As someone who is used to reading the all-too-brief reviews of cookbooks found in my local newspaper, yours was really a surprise and a pleasure. It demonstrates what an excellent cookbook review should be--which is an entirely different animal from reviews of other types of non-fiction books. The attention paid to audience, structure, language, physical presentation, and testing of the recipes was terrific. Add to all that, a real person comes through in your writing, a real person cooking real food.
Wow, now that I've said all that it makes me think again about the string Devotay started about creating a writers' forum. We could start by taking examples of different types of food writing, reading them, and then exchanging thoughts about what makes them strong pieces or what could have made them better.
Sorry to have gone off on a tangent, but clearly Suzanne's writing (and possibly the beefshort ribs I have slow-cooking in wine on the stove) are having an effect on me.
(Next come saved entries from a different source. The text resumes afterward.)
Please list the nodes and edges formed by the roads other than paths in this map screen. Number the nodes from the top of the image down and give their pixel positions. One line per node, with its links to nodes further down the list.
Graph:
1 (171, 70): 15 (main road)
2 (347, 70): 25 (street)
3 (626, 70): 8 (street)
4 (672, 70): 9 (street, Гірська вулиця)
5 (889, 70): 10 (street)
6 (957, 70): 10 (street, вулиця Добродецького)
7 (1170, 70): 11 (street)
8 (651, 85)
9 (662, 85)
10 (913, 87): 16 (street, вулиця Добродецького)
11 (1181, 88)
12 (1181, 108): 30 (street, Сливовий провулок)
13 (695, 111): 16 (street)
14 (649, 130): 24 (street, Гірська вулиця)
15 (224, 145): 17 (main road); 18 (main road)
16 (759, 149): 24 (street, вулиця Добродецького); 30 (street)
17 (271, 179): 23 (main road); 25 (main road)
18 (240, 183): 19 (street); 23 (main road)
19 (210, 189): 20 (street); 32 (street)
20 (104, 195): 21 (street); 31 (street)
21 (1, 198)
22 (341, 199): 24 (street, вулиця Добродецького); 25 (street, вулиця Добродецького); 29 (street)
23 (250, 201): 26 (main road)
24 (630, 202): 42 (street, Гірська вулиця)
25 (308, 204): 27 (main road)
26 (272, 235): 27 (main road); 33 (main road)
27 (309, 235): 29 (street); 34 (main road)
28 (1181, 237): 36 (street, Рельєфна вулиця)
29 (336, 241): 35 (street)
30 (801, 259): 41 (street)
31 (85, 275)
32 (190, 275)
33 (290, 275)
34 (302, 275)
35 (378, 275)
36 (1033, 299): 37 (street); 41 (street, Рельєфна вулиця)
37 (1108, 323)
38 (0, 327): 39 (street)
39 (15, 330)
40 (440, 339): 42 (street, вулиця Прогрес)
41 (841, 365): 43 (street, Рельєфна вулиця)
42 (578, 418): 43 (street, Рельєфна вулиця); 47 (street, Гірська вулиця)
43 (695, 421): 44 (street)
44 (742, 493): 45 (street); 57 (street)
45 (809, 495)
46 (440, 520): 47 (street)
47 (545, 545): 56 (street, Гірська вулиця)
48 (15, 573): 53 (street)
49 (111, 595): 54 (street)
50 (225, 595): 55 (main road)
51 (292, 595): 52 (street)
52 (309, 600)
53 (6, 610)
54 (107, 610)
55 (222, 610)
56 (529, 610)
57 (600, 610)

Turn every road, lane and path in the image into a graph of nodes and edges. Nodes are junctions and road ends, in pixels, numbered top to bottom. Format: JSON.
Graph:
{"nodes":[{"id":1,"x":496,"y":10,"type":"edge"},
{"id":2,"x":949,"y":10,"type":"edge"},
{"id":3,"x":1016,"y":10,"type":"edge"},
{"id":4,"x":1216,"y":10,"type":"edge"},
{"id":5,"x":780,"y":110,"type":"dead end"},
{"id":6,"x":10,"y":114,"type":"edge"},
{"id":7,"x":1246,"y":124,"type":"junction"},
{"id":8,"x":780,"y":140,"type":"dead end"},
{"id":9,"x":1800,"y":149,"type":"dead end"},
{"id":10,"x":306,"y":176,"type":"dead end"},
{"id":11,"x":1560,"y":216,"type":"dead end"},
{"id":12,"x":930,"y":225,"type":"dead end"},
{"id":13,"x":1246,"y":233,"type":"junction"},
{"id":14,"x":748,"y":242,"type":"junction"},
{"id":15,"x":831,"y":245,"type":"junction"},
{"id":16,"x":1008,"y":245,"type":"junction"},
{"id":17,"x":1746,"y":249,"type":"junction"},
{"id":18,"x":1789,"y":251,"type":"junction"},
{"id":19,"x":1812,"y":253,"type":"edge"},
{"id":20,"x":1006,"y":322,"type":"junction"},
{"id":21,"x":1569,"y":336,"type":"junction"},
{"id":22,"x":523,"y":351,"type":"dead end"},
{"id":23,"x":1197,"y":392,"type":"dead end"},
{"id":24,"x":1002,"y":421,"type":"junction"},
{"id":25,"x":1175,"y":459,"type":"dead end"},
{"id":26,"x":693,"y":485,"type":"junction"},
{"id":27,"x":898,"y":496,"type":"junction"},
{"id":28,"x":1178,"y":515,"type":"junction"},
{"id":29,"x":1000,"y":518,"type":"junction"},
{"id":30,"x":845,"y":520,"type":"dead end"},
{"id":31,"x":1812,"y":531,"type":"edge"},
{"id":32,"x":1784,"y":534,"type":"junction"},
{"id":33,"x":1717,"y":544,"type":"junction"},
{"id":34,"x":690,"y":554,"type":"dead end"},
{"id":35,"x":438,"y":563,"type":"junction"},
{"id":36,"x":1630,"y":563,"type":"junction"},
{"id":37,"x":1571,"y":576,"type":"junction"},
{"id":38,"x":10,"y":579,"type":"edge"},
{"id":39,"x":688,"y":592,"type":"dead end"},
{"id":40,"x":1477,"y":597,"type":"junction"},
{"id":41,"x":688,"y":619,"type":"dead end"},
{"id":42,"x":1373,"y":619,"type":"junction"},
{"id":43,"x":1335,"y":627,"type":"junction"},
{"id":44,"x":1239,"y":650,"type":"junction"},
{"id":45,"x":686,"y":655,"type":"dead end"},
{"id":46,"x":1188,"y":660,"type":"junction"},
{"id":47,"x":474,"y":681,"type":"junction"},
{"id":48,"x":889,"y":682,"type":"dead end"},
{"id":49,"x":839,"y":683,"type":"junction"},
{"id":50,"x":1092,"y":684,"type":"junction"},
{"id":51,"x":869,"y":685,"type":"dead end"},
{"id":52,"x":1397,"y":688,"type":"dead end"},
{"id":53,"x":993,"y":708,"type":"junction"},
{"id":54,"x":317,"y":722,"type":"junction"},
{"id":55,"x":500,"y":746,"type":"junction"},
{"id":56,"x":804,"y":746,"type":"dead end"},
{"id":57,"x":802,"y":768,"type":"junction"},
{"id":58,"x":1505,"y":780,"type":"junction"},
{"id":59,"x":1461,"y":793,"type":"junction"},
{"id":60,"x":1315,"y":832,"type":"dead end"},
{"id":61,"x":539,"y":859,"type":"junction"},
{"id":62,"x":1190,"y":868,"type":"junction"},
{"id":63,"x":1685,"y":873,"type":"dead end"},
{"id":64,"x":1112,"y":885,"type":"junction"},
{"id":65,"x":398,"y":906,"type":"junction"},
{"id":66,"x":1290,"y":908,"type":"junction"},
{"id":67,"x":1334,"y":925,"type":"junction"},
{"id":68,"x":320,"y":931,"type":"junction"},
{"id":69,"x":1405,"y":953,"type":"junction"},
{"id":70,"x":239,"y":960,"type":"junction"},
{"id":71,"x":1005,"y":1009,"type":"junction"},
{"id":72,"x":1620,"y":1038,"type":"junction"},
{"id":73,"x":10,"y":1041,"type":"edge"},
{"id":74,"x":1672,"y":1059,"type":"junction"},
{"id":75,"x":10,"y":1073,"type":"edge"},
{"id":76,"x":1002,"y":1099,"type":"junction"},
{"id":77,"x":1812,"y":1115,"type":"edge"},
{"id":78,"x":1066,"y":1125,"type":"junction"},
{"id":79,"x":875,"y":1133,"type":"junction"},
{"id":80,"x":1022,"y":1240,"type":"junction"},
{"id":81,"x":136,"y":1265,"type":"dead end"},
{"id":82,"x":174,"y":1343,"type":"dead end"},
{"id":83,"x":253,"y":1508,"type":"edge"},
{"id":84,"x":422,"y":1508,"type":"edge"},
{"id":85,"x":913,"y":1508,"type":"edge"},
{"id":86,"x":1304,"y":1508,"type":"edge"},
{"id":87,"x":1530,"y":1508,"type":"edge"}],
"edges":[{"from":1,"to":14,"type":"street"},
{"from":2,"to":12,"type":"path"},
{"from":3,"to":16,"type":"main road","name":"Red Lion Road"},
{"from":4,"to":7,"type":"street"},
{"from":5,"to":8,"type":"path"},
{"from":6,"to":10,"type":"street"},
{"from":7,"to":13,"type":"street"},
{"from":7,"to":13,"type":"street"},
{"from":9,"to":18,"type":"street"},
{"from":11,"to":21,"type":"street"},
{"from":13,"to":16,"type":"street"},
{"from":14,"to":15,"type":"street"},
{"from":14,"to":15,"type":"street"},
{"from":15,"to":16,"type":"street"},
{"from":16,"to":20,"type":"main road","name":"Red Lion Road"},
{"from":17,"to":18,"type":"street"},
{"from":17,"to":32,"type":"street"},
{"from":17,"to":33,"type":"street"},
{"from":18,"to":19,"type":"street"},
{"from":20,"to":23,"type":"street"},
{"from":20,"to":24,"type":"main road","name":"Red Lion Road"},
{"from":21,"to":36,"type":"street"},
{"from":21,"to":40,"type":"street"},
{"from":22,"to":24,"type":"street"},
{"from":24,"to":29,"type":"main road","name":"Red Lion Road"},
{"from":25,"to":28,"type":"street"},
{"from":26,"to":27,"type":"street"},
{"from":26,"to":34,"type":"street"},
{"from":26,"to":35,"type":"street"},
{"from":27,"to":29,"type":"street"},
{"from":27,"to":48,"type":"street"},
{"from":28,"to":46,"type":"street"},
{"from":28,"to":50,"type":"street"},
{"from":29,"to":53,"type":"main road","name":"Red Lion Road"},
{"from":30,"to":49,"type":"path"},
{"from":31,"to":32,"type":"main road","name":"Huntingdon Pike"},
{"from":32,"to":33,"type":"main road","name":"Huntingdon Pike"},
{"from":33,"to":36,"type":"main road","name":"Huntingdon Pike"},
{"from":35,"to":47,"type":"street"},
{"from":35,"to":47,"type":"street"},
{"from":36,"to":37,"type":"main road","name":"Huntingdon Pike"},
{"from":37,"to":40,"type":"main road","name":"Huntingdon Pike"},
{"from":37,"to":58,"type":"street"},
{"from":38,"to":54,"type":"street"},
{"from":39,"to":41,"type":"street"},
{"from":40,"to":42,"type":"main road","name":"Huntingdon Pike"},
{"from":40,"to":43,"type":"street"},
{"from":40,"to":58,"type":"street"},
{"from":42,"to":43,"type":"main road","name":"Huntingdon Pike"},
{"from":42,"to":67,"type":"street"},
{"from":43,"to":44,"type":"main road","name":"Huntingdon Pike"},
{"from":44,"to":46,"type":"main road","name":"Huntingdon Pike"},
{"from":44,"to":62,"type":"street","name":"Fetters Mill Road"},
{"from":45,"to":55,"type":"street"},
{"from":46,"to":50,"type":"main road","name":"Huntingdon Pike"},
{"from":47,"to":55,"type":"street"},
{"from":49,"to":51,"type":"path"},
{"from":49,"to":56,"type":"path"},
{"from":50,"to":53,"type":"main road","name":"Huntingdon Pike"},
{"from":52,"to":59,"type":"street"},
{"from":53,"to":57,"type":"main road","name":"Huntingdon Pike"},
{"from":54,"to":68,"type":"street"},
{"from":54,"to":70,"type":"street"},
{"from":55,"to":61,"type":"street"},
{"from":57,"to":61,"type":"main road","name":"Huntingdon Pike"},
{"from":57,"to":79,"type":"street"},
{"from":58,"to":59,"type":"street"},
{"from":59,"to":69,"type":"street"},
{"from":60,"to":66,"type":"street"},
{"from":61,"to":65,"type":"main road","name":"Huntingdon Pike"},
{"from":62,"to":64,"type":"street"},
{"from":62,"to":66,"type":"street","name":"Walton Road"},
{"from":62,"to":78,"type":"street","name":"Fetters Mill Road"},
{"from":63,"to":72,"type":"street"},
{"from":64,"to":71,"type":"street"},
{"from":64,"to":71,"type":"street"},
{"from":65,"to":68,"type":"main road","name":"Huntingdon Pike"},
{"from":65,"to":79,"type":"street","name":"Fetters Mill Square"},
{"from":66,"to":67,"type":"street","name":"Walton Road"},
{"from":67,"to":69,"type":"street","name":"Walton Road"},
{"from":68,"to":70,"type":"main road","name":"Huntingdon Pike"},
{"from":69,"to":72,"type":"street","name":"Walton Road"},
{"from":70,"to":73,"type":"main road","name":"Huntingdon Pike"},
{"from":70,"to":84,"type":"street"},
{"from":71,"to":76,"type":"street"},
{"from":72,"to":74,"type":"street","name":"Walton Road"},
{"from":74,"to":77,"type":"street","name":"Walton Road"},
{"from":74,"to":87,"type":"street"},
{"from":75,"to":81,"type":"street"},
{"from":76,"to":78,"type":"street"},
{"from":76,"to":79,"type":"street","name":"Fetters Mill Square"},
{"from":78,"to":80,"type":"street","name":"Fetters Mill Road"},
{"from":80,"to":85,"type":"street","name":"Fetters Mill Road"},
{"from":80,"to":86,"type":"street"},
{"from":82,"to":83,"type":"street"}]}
I'll be coming back to read your review but I have a question. Past Peterson books seemed to complicate things that should not be complicated. Does he do that with French food? (Which is already perceived as complicated by some...)
Chiff -- I thought that for once he simplifies. He gives a basic recipe for each of the 50 "classic" dishes he's chosen, and then gives variations based on the same ingredients, or the same cooking method, or some other variation that sort of makes sense. I think his basic idea is to make these classics, and some of their variants, more accessible. There is nothing in the book that a mid-level home cook could not do. No exotic ingredients, not unusual procedures -- his recipes are well-written and easy to follow here.
There are other recipes (besides the ones I tried for the review) that I would like to make, and that I am pretty sure will work.